Google AdWordsのエンハンストキャンペーンのよくある50の質問

2013年2月7日にGoogle AdWordsはマルチスクリーン化を捉えたGoogle AdWordsの機能強化、エンハンストキャンペーンを正式に発表しました。

エンハンストキャンペーンによる影響はリスティング広告に関わる者であれば無視することは困難で、エンハンストキャンペーンの仕組みを根本から理解する必要があります。

今回の記事は、先日行われたエンハンストキャンペーンの説明会で話されたエンハンストキャンペーンのよくある質問の重要な個所を一部書き起こしをして公開致します。

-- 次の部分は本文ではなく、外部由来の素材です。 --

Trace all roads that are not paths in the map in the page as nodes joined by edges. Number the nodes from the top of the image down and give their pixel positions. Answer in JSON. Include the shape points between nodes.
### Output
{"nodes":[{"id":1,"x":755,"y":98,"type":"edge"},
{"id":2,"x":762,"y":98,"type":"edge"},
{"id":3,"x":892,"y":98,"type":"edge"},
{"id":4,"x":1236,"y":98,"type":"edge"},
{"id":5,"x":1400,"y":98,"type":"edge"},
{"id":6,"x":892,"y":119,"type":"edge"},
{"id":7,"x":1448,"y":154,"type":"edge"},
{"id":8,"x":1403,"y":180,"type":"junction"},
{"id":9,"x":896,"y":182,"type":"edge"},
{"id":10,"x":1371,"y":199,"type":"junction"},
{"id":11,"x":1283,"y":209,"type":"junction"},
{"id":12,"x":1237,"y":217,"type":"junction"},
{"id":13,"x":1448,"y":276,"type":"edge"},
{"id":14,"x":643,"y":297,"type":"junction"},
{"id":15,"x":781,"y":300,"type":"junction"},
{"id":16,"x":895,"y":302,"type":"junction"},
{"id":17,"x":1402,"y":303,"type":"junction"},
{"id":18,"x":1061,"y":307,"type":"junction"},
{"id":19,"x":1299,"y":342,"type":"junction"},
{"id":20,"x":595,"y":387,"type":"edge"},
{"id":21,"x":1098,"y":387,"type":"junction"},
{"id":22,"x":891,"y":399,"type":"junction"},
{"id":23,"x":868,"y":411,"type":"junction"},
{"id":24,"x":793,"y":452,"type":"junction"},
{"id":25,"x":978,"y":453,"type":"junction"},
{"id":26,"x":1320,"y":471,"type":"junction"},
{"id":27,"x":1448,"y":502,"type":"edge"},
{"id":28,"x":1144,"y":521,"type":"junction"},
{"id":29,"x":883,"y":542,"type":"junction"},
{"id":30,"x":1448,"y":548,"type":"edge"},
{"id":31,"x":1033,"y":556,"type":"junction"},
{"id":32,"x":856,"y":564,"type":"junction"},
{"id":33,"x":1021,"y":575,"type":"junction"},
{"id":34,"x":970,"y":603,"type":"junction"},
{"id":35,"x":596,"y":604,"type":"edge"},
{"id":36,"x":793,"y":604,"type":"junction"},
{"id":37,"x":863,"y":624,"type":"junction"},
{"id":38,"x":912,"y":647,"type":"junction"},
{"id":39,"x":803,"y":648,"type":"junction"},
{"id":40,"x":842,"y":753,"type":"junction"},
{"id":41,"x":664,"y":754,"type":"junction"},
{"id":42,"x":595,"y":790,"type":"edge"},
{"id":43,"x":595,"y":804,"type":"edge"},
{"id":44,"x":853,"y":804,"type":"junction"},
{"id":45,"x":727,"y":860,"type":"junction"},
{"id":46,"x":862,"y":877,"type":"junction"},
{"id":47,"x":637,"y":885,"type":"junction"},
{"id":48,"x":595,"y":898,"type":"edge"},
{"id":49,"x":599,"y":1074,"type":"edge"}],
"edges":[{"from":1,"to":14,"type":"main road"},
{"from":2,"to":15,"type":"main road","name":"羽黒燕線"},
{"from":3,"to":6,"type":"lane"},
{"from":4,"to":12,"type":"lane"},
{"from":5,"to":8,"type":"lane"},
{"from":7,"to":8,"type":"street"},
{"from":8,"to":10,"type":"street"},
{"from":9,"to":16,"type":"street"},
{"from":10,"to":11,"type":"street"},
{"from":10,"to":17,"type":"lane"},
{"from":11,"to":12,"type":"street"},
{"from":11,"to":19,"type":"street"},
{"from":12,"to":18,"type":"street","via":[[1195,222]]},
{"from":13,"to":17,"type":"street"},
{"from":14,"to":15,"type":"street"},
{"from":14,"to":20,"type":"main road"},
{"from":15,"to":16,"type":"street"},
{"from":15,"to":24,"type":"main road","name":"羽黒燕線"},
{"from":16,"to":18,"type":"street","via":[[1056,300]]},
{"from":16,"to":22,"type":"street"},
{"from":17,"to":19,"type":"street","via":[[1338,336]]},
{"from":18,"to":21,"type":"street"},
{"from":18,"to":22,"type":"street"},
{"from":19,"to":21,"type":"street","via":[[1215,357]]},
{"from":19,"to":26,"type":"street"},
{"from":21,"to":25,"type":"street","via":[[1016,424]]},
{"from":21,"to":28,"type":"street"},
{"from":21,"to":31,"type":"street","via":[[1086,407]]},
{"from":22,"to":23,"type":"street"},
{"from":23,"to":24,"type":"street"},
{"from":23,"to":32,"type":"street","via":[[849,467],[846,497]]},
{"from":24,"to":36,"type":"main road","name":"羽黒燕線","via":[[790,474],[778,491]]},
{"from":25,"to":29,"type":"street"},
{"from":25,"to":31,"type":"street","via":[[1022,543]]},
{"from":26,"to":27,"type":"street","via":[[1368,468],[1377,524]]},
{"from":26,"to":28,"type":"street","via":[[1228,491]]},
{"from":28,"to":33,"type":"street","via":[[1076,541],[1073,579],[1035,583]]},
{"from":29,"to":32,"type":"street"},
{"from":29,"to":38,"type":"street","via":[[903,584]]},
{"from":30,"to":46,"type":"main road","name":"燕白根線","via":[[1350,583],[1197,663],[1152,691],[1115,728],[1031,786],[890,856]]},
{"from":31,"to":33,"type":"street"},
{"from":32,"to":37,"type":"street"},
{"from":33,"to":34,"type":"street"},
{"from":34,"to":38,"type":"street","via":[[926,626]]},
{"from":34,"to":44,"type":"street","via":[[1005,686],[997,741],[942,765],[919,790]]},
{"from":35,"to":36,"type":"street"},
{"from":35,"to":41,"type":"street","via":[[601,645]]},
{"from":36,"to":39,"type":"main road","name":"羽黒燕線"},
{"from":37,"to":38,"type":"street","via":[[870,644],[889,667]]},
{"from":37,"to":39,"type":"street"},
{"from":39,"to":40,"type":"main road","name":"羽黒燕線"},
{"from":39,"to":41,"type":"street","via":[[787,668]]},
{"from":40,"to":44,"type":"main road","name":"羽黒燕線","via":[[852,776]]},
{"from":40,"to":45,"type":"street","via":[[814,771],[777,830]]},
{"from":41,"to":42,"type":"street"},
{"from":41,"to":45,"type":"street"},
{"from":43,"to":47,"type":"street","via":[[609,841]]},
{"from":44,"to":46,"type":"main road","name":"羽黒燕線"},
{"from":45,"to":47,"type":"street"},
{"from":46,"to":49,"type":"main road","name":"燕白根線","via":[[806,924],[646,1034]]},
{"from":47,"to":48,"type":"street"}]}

個人的にエンハンストキャンペーンは小規模クライアントを育てようと考えるGoogle AdWordsのプロダクトではないか?と考えている為(だって代理店や専門家にはプラスになるようなことはほとんどない)、それであればこういった情報はそういった小規模クライアントへ直接届くべきと考えます。

少しでも参考になれば幸いです。

※注意※
「モバイル」とは特に指定が無い限りスマートフォンを指します。

AdWords Editorについて

[Q].AdWords Editorはエンハンストキャンペーンに対応しますか?
[A].はい、2月末に対応予定。最初はエンハンストキャンペーンのアップグレード選択、モバイル優先広告とデバイス/地域の入札単価調整比が追加される予定。

品質スコアについて

[Q].品質スコアの計算方法/表示方法に変更はありますか?
[A].品質スコアは今まで通りデバイス別で計算されますが、管理画面やレポートではデバイス毎に見ることができないため、表示される数値に関しては平均値となります。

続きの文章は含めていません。